I pulled the latest version from github and redownloaded the checkpoint file. I ended up getting the same error as previous, but the temporary fix here https://github.com/microsoft/BioGPT/issues/17#issuecomment-1412000366 still resolved the issue.

import torch
from src.transformer_lm_prompt import TransformerLanguageModelPrompt

m = TransformerLanguageModelPrompt.from_pretrained(
        "checkpoints/QA-PubMedQA-BioGPT-Large",
        "checkpoint_avg.pt",
        "data/PubMedQA/biogpt-large-ansis-bin",
        tokenizer='moses',
        bpe='fastbpe',
        bpe_codes="data/biogpt_large_bpecodes",
        min_len=100,
        max_len_b=1024)
VisionaryMind commented 1 year ago

@renqianluo I pulled down the latest repository, re-downloaded the QA-PubMedQA-BioGPT-Large.tgz checkpoint, and implemented the above fix listed by @rpolicastro, and encounter the same exact error message. Neither solutions work for me.

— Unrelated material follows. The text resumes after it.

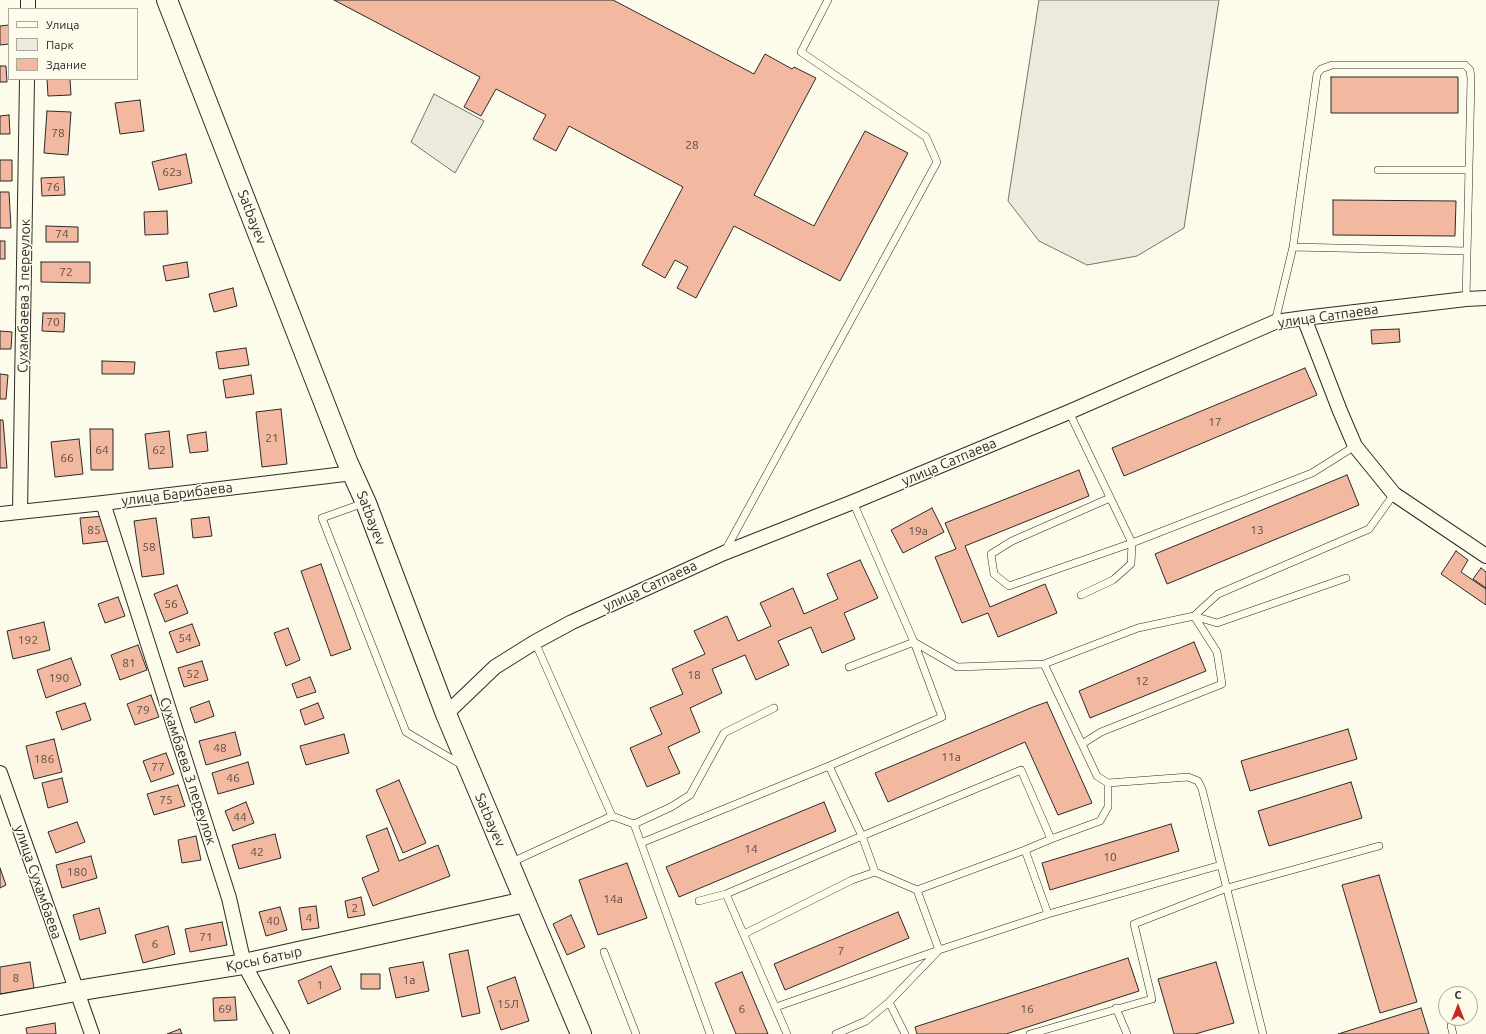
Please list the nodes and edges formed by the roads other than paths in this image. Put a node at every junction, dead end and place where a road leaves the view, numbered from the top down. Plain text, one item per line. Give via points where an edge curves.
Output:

bgriffen commented 1 year ago

Ditto, did the exact steps (including running preprocess_large.sh and infer_large.sh + re-download checkpoint) and still get the error:

  File "/home/bgriffen/Desktop/biogpt/BioGPT/examples/QA-PubMedQA/hard_match_evaluation.py", line 19, in main
    with open(pred_file) as reader:
FileNotFoundError: [Errno 2] No such file or directory: '../../checkpoints/QA-PubMedQA-BioGPT-Large/generate_checkpoint_avg.pt.detok.extracted.txt'
shashank140195 commented 1 year ago

Ditto, did the exact steps (including running preprocess_large.sh and infer_large.sh + re-download checkpoint) and still get the error:

  File "/home/bgriffen/Desktop/biogpt/BioGPT/examples/QA-PubMedQA/hard_match_evaluation.py", line 19, in main
    with open(pred_file) as reader:
FileNotFoundError: [Errno 2] No such file or directory: '../../checkpoints/QA-PubMedQA-BioGPT-Large/generate_checkpoint_avg.pt.detok.extracted.txt'

Probably because your script didn't generate an average checkpoint. use the best checkpoint instead

shashank140195 commented 1 year ago

I do have a question. how did you download the BioGPT large? using the URL gives me an error that is unable to load the parameters from the checkpoint. Did you use something else to download itit?